陈志刚, 万永菁, 王于蓝, 蒋翠玲, 陈霞. 基于异构低秩多模态融合网络的后囊膜混浊预测. 浙江大学学报(工学版)[J], 2021, 55(11): 2045-2053 doi:10.3785/j.issn.1008-973X.2021.11.004

CHEN Zhi-gang, WAN Yong-jing, WANG Yu-lan, JIANG Cui-ling, CHEN Xia. Prediction of posterior capsular opacification based on heterogeneous low-rank multimodal fusion network. Journal of Zhejiang University(Engineering Science)[J], 2021, 55(11): 2045-2053 doi:10.3785/j.issn.1008-973X.2021.11.004

白内障是导致视力损害的最常见眼科疾病之一,是致盲的主要原因[1]. 世界卫生组织的统计数据显示全世界约有3900万盲人,而其中有51%是由白内障导致的[2]. 人工晶状体(intraocular lens,IOL)植入手术是治疗白内障的重要手段,但白内障术后并发症仍是白内障术后视力恢复的主要障碍. 后囊膜混浊,也称后发性白内障,是最常见的白内障术后并发症[3],在进行白内障手术后,残留的皮质和脱落在晶状体后囊上的上皮细胞增生,在瞳孔区形成半透明的膜而形成后囊膜混浊[4]. 其发病周期较长,术后几个月甚至几年才会发病[5],因此即便是成功的白内障手术,术后仍可能出现进行性视力下降,早期或不严重的后囊膜混浊通过简单的激光处理就可以根治,但时间过久程度过重,则可能引起IOL变形移位脱位而需要二次手术治疗. 因此,尤其须注意大批量白内障患者回归社区后IOL眼二次视力下降的问题[6].

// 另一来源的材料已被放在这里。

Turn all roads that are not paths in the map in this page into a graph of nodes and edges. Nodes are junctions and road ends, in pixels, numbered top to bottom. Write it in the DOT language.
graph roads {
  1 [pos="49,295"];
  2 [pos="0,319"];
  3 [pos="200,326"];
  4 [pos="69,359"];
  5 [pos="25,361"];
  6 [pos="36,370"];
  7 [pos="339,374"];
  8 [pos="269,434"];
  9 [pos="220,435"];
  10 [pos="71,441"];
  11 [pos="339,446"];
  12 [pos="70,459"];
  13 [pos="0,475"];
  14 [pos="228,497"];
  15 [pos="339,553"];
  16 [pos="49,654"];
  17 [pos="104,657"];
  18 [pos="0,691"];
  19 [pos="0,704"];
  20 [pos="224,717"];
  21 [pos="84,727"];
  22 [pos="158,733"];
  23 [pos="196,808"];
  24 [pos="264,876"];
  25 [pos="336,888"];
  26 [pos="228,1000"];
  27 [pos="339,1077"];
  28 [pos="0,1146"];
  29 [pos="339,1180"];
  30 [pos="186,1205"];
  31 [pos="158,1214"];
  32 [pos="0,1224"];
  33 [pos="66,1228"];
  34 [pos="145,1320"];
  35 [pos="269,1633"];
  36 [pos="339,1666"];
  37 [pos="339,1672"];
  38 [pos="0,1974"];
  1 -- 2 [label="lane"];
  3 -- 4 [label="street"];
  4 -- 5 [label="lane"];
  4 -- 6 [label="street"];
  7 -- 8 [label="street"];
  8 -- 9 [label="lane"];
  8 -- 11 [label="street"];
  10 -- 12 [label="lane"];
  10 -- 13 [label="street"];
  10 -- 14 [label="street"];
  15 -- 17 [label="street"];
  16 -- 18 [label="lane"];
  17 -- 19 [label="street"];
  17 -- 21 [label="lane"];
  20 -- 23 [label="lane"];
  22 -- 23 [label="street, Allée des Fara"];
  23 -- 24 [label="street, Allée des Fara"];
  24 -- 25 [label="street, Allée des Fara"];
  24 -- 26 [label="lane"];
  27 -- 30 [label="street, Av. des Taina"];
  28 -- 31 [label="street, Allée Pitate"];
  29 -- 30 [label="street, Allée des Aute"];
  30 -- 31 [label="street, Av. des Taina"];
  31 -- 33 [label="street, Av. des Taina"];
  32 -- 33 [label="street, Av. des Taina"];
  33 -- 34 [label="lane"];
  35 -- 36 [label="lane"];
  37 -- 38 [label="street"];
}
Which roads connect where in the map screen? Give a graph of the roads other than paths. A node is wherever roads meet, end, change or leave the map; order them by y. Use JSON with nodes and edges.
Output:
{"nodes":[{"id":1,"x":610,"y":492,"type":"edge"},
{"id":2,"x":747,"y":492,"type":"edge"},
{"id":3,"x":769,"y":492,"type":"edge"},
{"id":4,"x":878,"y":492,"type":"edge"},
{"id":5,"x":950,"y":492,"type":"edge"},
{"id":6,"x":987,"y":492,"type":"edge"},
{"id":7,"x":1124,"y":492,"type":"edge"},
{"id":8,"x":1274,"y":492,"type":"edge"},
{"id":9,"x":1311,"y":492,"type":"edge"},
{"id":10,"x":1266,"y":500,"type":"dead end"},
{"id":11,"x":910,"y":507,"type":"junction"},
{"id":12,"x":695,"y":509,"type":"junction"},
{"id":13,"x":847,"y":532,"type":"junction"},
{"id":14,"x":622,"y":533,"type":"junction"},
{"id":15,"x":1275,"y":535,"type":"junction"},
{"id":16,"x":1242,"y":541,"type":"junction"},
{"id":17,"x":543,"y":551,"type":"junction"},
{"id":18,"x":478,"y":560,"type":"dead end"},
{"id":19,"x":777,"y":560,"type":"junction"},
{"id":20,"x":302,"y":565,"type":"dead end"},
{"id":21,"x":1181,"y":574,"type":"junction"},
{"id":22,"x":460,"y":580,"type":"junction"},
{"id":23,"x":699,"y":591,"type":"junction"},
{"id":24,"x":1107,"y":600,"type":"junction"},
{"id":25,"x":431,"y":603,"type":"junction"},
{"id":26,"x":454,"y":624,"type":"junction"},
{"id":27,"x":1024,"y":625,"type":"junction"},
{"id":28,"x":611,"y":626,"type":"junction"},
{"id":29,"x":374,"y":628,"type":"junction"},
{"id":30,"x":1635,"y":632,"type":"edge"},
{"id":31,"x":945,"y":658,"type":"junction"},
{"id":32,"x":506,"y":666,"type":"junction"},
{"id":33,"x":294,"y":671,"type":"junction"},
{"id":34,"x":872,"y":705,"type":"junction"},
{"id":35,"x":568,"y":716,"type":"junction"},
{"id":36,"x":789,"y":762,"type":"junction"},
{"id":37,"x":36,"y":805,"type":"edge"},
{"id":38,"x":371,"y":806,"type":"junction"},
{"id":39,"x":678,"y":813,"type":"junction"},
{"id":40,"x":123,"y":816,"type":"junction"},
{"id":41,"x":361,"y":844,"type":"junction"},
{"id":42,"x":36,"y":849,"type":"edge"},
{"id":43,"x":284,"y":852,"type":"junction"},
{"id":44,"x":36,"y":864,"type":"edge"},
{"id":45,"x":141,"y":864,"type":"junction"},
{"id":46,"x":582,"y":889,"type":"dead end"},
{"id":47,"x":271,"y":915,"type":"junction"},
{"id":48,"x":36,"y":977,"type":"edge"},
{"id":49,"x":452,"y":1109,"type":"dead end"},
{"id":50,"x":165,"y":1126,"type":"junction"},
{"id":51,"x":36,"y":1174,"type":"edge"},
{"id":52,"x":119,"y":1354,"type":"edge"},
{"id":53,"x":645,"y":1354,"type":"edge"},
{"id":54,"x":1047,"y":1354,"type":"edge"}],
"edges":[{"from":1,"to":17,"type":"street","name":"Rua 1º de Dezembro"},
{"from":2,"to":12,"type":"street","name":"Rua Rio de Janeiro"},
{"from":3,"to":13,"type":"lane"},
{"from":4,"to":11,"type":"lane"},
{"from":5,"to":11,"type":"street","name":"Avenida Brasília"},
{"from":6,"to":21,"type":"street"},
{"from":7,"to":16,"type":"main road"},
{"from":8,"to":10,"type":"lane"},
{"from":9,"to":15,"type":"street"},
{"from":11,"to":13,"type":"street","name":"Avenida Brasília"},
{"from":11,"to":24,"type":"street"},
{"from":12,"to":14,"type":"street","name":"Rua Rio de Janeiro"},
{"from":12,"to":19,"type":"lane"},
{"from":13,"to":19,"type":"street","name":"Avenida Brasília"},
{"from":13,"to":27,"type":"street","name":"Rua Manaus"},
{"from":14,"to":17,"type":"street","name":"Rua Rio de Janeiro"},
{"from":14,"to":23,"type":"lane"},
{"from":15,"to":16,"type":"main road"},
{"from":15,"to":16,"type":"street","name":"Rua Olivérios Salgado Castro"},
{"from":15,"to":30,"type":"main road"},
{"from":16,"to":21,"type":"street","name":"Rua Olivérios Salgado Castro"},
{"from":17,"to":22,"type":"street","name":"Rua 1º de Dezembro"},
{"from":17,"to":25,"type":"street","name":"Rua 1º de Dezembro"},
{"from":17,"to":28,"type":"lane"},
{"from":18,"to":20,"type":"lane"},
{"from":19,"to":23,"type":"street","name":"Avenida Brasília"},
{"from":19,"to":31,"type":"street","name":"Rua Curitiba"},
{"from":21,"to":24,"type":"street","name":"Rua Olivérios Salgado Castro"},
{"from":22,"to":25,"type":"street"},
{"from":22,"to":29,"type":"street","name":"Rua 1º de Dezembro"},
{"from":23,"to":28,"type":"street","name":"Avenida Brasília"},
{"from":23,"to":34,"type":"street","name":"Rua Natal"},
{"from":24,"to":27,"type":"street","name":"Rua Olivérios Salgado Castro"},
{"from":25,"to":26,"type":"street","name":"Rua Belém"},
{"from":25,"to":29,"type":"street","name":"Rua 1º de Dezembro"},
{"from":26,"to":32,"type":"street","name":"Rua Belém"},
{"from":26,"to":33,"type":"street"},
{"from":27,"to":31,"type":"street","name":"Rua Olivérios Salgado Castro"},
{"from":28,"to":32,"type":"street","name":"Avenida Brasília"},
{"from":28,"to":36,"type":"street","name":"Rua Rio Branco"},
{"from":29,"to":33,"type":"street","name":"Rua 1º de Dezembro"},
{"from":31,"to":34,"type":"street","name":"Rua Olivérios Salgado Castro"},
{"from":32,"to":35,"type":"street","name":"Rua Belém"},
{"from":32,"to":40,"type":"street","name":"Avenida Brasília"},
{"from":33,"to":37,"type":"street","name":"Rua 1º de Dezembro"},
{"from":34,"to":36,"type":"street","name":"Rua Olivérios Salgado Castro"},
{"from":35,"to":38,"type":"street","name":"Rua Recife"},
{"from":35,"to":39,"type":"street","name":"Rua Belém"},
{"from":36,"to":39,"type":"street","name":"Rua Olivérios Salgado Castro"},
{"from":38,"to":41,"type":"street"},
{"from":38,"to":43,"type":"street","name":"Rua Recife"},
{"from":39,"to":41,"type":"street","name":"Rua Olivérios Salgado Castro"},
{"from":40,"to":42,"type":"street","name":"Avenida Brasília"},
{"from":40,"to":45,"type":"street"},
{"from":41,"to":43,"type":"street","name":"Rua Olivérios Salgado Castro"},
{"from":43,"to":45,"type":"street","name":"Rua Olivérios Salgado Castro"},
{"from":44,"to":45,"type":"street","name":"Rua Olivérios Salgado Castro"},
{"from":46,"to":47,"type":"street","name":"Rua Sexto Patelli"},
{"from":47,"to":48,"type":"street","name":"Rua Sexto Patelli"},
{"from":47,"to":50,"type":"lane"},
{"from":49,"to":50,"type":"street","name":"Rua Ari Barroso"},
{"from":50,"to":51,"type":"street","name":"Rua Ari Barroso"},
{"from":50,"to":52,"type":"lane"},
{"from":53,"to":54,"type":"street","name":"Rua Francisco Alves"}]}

及时地诊断是否患有后囊膜混浊并发症对术后视觉质量恢复具有重要意义,以免错过早期或最佳治疗时间,造成患者的二次手术及医疗成本的增加. 传统的人工诊断方法人力成本高、主观因素大,同时受限于医生水平,偏远地区的患者难以得到准确的诊断[7]. 随着医学图像处理和机器学习技术的发展,已有研究利用计算机辅助诊断方法对白内障术后并发症进行更加准确的早期诊断.

计算机辅助诊断后囊膜混浊并发症可利用的数据包括病历数据和后照影像,病历数据主要为结构化的眼部医学指标;后照影像通过后照法拍摄瞳孔区域得到,能反映后囊膜混浊程度. Mohammadi等[8]利用后囊膜混浊病历数据构建决策树模型和反向传播(back propagation,BP)神经网络模型预测是否患有后囊膜混浊,最终获得了80%的准确率;章佳[9]利用小儿白内障术后并发症的病历记录数据构建了朴素贝叶斯模型和随机森林模型,分别对患者是否患有术后并发症、是否患有后囊膜混浊以及是否患有高眼压进行预测. 上述研究都基于病历数据进行分析,此外,有研究利用后照影像分析瞳孔中混浊区域以预测后囊膜混浊,采用的方法可以分为传统图像处理和机器学习2类. Werghi等[10]基于颜色特征将后照影像中像素聚类,通过统计区域个数来预测后囊膜混浊;Vivekanand等[3]基于Hölder exponents量化混浊区域含量以进行分类,Vivekanand等[11]在其基础上提出多尺度的粗糙度估计方法增加形态学细节,与临床专家分级结果的皮尔逊相关系数为84.6%. 这些研究采用的都是传统图像处理方法,最新研究大都采用机器学习方法. 刘琳[12]结合卷积神经网络(convolutional neural networks,CNN)和卷积长短期记忆网络预测生成下一时刻的眼部红反影像,基于生成影像进行后发性白内障严重程度预测;Kronschlger等[13]提取灰度共生矩、一阶特征、Gabor滤波特征和分形特征4种局部纹理特征,在特征选择后利用贝叶斯分类器进行分类;Jiang等[14]构建了代价敏感深度残差卷积神经网络(cost-sensitive deep residual convolutional neural network,CS-ResCNN)解决实验数据不均衡的问题,通过Canny滤波和霍夫圆变换找到后照影像中的瞳孔,送入CS-ResCNN网络进行高阶特征提取以实现最终的检测,准确率为92.24%.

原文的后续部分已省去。